Originally I made a compare statement that works well. It Full joins my tables based on their table ID's. then I import an excel sheet into its own table and then compare both. However, I have not imported all my data yet. When doing research I found that if i am filling a table or tables in a data set then each table could only consist of 16,777,216 rows. However, the issue is my database is for genealogy and the SSDI (Social Security Death Index) is over 90 million names alone.
I need to be able to Full join all my tables that are in the database so i can make a true comparison when matching. mainly, I need to take the external table, the excel import, and compare this against the entire database. How can I compare my data up against hundreds of millions of individuals?
temptable.Reset()
'first make a connection string to your excel file, if you want to search for multiple excel files to pick from.
Dim excelConnection As New OleDbConnection("Provider=Microsoft.ACE.OLEDB.12.0;Data Source=" + files.FileName + ";Extended Properties=Excel 12.0;")
Dim excmd As New OleDbCommand("Select * from [Sheet1$]", excelConnection)
excelConnection.Open()
Dim sheet1 As String = excelConnection.GetOleDbSchemaTable(OleDbSchemaGuid.Tables, Nothing).Rows(0)("TABLE_NAME").ToString()
'Dim dtExcelData As New DataTable()
'dtExcelData.Reset()
Dim oda As New OleDbDataAdapter((Convert.ToString("SELECT * FROM [") & sheet1) + "]", excelConnection)
oda.Fill(temptable)
excelConnection.Close()
'dipose
excelConnection.Dispose()
oda.Dispose()
excmd.Dispose()
then I insert using sqlbulkinsert from the temp table, but looking at this now since its a temp table I do not think I need this. I would just use the in memory table and not make this part of the database.
next I Full join all my tables
'connect to
Dim sqlconn1 As New SqlConnection("SQLCON")
Dim sqladaptor = New SqlDataAdapter
sqlconn1.Open()
sqladaptor.SelectCommand = New SqlCommand("Select Profile.Individual_ID, First_name, Middle_name, Last_name, Sex, Race, Place_of_birth, County_of_birth, State_of_birth, Date_of_birth, death.Death_ID, Place_of_death, State_of_death, County_of_death, Date_of_death, Cause_of_death, Cemetery_reference.Cemetery_ID, Cemetery_name, Cemetery_state, Cemetery_county, Cemetery_address, Cemetery_Section, Cemetery_Row, Cemetery_Lot, Grave, Burial_date from Profile full join Death On profile.Individual_ID = death.individual_ID full join Burial On Profile.Individual_ID = Burial.Individual_ID full join Cemetery_reference On Burial.Cemetery_ID = Cemetery_reference.Cemetery_ID ORDER BY Last_name ASC, First_name ASC, Date_of_birth ASC", sqlconn1)
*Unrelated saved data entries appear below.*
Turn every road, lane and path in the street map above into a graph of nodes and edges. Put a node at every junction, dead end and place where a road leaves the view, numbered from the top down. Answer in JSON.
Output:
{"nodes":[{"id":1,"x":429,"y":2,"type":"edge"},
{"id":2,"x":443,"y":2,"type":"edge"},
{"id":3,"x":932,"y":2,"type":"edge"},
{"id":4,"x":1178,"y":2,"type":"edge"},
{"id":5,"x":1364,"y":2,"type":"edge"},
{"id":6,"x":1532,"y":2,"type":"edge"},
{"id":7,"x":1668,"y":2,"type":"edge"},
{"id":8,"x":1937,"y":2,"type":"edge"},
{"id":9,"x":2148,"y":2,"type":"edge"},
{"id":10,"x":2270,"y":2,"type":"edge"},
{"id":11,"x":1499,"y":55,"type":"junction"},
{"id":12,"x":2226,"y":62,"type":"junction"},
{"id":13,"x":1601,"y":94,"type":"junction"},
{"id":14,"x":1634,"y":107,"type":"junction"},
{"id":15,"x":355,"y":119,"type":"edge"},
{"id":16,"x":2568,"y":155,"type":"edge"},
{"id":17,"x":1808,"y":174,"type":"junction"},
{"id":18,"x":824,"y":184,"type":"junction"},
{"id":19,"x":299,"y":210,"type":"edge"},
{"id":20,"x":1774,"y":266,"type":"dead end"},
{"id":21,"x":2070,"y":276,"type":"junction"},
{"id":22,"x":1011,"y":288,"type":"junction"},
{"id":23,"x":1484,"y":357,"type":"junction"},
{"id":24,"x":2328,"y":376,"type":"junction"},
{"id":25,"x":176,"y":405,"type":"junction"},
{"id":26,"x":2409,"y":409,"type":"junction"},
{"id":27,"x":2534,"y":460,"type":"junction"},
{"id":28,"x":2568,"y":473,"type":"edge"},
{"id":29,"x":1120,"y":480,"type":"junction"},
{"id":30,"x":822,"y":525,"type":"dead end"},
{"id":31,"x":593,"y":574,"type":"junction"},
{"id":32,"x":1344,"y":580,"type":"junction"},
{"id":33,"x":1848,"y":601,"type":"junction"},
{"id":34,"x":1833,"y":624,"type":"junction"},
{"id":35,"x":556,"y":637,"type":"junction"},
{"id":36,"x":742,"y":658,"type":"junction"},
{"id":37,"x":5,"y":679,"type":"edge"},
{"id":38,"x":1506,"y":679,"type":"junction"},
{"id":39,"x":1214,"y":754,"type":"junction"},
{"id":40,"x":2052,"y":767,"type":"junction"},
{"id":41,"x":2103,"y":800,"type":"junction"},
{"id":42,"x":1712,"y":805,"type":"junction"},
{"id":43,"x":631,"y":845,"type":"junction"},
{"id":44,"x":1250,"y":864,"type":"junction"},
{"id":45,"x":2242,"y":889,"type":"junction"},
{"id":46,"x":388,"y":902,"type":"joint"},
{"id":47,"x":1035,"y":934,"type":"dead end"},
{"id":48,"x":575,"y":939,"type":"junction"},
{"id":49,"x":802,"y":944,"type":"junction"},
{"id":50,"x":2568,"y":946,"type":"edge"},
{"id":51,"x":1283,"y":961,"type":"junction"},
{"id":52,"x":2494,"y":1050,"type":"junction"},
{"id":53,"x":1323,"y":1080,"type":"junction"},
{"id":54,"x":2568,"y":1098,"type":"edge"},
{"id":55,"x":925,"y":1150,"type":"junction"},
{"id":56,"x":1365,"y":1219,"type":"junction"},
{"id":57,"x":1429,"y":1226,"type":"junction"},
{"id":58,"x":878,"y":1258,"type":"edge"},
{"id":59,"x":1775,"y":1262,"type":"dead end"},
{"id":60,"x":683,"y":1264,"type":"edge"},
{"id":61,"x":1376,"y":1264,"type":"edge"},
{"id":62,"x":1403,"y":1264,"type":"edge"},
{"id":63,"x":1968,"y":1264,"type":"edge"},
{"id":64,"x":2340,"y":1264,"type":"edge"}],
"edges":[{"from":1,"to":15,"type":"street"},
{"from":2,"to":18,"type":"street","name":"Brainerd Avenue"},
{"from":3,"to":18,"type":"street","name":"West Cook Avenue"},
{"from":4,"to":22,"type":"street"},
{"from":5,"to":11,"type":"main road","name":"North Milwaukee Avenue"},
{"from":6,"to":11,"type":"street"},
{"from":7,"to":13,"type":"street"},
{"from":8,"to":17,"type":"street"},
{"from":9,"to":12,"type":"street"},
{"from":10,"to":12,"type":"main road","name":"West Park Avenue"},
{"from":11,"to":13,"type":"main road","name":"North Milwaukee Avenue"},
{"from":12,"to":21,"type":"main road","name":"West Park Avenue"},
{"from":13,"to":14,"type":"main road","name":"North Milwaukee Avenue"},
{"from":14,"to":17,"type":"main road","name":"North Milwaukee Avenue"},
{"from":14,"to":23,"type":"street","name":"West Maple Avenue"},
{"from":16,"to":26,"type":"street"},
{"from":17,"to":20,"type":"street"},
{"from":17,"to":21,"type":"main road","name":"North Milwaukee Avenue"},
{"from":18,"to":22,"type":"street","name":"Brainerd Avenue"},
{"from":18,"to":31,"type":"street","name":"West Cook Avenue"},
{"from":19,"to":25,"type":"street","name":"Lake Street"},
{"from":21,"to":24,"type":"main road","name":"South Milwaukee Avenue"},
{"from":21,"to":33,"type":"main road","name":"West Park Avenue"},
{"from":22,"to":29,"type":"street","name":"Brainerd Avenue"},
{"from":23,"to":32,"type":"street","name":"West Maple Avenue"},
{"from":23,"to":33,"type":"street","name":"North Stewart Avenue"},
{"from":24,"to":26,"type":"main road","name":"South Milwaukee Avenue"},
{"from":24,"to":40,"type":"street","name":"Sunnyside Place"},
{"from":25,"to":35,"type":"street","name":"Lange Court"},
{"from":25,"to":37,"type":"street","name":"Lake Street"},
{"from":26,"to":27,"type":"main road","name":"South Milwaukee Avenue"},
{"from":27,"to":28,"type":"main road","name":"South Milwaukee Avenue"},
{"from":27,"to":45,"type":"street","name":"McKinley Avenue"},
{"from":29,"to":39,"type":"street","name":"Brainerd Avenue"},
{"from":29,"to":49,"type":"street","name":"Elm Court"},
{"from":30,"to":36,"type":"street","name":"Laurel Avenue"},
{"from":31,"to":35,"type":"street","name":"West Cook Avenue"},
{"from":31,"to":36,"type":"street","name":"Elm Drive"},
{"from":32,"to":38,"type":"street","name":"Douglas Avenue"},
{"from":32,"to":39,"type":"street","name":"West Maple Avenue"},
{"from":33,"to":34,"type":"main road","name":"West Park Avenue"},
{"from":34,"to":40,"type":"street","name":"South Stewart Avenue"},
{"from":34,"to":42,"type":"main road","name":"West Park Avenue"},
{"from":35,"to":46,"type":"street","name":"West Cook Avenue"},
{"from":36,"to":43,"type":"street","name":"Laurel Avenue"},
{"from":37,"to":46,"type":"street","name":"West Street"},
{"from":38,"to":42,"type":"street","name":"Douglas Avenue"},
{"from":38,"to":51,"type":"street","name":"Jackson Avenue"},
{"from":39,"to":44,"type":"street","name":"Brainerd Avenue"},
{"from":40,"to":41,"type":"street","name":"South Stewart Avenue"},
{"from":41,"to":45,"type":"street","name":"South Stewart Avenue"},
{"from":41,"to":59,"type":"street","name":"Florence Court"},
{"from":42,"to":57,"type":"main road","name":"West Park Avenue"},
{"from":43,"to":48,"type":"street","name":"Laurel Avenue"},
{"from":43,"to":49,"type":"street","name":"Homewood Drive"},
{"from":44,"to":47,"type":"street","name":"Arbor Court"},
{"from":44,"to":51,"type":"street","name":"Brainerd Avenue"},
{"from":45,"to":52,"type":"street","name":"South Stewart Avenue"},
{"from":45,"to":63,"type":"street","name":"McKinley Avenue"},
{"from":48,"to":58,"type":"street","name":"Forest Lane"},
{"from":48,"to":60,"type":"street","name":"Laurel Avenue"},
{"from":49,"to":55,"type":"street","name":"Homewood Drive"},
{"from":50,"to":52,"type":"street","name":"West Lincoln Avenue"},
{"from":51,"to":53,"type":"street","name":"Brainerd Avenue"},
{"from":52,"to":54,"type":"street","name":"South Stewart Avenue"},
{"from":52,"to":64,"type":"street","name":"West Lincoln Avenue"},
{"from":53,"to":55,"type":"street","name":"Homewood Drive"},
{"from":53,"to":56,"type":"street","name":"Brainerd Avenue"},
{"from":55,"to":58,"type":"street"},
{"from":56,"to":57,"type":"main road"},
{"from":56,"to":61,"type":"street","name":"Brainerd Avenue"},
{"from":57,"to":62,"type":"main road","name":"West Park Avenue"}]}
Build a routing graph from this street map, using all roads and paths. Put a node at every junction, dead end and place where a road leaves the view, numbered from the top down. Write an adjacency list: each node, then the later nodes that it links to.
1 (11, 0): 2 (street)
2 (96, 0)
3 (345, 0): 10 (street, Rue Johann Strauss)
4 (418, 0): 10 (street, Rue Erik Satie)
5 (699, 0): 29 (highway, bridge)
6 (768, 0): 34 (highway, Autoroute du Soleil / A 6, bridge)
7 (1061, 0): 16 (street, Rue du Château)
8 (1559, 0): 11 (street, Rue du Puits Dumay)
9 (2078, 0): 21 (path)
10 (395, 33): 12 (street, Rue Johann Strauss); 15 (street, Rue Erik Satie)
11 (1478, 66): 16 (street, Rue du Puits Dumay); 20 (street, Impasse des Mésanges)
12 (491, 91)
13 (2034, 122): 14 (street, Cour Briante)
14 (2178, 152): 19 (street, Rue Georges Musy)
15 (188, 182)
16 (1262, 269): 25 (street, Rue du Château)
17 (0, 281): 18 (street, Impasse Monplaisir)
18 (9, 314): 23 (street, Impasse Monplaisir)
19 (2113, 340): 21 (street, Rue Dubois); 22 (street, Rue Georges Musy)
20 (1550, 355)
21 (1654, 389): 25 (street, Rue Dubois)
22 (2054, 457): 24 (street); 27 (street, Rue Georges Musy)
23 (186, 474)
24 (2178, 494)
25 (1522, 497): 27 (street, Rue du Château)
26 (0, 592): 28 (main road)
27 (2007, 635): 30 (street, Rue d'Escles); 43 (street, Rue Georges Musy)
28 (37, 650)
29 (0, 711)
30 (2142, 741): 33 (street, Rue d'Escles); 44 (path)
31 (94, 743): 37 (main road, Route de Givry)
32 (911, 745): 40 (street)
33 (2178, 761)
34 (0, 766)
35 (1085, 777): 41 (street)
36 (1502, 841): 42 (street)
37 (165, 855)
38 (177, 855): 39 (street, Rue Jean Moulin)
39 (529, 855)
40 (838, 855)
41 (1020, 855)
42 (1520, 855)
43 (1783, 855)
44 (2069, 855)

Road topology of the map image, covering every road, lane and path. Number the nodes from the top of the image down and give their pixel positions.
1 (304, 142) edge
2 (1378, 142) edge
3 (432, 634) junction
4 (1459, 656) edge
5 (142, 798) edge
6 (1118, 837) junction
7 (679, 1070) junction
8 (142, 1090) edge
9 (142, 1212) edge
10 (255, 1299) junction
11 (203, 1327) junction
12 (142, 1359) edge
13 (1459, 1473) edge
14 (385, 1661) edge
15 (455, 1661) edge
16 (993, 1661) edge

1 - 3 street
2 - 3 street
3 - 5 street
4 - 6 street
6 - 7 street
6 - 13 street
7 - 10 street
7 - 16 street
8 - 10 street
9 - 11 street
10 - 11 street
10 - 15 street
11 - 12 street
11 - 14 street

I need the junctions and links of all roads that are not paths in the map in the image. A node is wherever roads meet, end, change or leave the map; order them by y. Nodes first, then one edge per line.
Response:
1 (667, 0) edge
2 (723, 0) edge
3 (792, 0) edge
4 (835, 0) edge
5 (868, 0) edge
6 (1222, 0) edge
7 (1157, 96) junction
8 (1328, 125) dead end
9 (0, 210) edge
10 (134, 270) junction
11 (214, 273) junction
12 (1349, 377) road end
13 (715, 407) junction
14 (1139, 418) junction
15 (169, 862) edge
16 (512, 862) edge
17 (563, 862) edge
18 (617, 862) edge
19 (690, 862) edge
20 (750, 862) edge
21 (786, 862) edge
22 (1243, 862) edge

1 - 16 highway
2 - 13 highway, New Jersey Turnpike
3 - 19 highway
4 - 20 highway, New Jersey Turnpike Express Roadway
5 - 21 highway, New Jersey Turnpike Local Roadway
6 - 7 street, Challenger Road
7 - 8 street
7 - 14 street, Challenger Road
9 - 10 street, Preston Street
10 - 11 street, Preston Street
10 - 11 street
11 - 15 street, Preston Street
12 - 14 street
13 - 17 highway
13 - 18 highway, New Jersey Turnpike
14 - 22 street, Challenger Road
sqladaptor.SelectCommand.CommandTimeout = False
sqladaptor.SelectCommand.ExecuteNonQuery()
sqladaptor.Fill(dt)
sqlconn1.Close()
sqlconn1.Dispose()
sqladaptor.Dispose()
next I rearrange my view of the temp table
Dim view As New DataView(temptable)
view.Sort = "Last_name ASC, First_name ASC, Date_of_birth ASC"
Dim temptab As DataTable = view.ToTable
temptable.Clear()
temptable = temptab
then i do my comparisons row by row
For I = 0 to temptable.rows.count
For i2 = 0 to dt.rows.count
'match code
next
next
one issue that arises is the fact that a person can be buried multiple times. I am working on showing these exhumations and reburials but each of these with an inner join would create a new row. however, the burial date will now be different than the original burial date because they were reburied unless cremated after.
so far the only constants are Date of birth and date of death. you can only be dead once and be alive once.
First_name Middle_name Last_name Gender Date_of_death Date_of_birth Place_of_birth
WILLIAM THAMES HAMMES M 1/1/1957 1/1/1900 New York
JAMES W ODONNELL M 1/2/1957 1/2/1900 New York
the code will determine if the temp table has any relevant column to any of the tables that are used in the join statement. If a record exists for that individual in the table it will update missing information. If a record does not exist then a new row will be added with the relevant information related to each table.
hopefully this additional information will help out.
What I have tried:
As of right now I have done a inner join all database tables and then compared them to a bulksql inserted temp excel table. I used sqldataadapter.fill method for both the database tables and the external data. I just need help being pushed in the right direction that would show the best method to achieve what I am looking for.